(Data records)

--- START ---

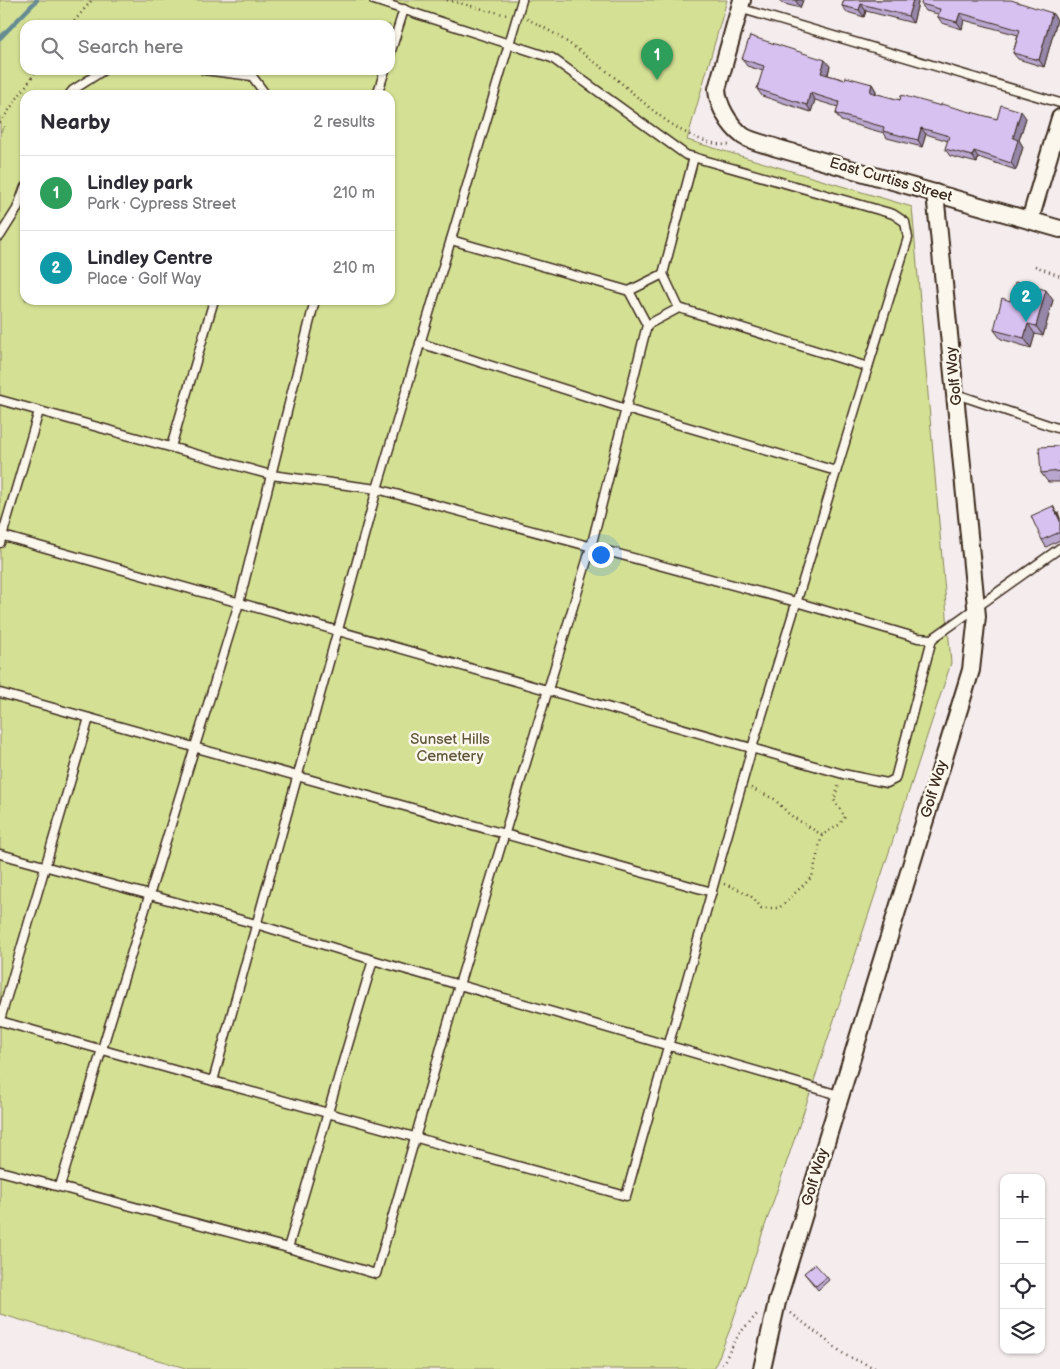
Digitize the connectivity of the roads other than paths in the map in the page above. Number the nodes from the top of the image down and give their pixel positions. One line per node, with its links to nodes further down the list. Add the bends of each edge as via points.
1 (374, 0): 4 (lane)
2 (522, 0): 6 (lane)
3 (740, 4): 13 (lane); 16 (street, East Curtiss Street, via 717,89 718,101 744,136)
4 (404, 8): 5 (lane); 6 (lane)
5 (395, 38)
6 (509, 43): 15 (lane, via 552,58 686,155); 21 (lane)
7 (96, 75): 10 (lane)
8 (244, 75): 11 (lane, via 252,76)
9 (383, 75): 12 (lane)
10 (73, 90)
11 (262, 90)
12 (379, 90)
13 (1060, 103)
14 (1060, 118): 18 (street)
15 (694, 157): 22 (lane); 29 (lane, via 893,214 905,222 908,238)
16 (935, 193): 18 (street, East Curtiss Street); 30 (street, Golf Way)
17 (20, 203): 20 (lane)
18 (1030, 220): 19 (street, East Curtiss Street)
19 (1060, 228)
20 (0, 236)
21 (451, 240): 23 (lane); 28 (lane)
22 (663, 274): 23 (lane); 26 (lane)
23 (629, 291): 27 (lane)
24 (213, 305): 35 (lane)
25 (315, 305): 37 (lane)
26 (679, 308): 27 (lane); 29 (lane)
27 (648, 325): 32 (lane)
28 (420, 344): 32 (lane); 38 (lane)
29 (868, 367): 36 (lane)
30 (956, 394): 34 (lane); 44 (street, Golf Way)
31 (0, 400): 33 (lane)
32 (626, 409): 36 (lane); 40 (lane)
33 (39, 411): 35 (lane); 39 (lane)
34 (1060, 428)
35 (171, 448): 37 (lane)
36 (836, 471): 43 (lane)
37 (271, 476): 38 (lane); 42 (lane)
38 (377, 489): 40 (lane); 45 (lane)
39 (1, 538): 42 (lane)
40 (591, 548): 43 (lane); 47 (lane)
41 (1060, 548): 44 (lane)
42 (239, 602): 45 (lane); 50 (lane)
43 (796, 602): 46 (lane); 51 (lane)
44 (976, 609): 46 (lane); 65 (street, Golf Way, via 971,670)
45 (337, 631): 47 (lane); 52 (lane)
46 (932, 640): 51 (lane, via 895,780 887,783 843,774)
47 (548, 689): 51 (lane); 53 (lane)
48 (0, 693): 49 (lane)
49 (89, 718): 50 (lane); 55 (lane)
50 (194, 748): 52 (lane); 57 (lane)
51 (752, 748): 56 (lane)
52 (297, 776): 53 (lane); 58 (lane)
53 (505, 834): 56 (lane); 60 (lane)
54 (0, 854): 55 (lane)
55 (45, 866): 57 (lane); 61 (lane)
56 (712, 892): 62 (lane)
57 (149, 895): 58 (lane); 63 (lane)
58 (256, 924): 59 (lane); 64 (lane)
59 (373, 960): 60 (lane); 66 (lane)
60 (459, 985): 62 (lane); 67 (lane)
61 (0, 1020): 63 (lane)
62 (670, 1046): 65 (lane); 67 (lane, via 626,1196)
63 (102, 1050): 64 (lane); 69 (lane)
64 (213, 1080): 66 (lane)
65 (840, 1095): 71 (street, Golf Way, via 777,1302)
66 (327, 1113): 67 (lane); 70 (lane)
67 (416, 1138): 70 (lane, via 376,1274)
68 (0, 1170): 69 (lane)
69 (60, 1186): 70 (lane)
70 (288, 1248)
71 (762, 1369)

--- END ---

Problem to work on.
Which lines in the records above contain the string "Curtiss"? Copy each one.

Your response.
3 (740, 4): 13 (lane); 16 (street, East Curtiss Street, via 717,89 718,101 744,136)
16 (935, 193): 18 (street, East Curtiss Street); 30 (street, Golf Way)
18 (1030, 220): 19 (street, East Curtiss Street)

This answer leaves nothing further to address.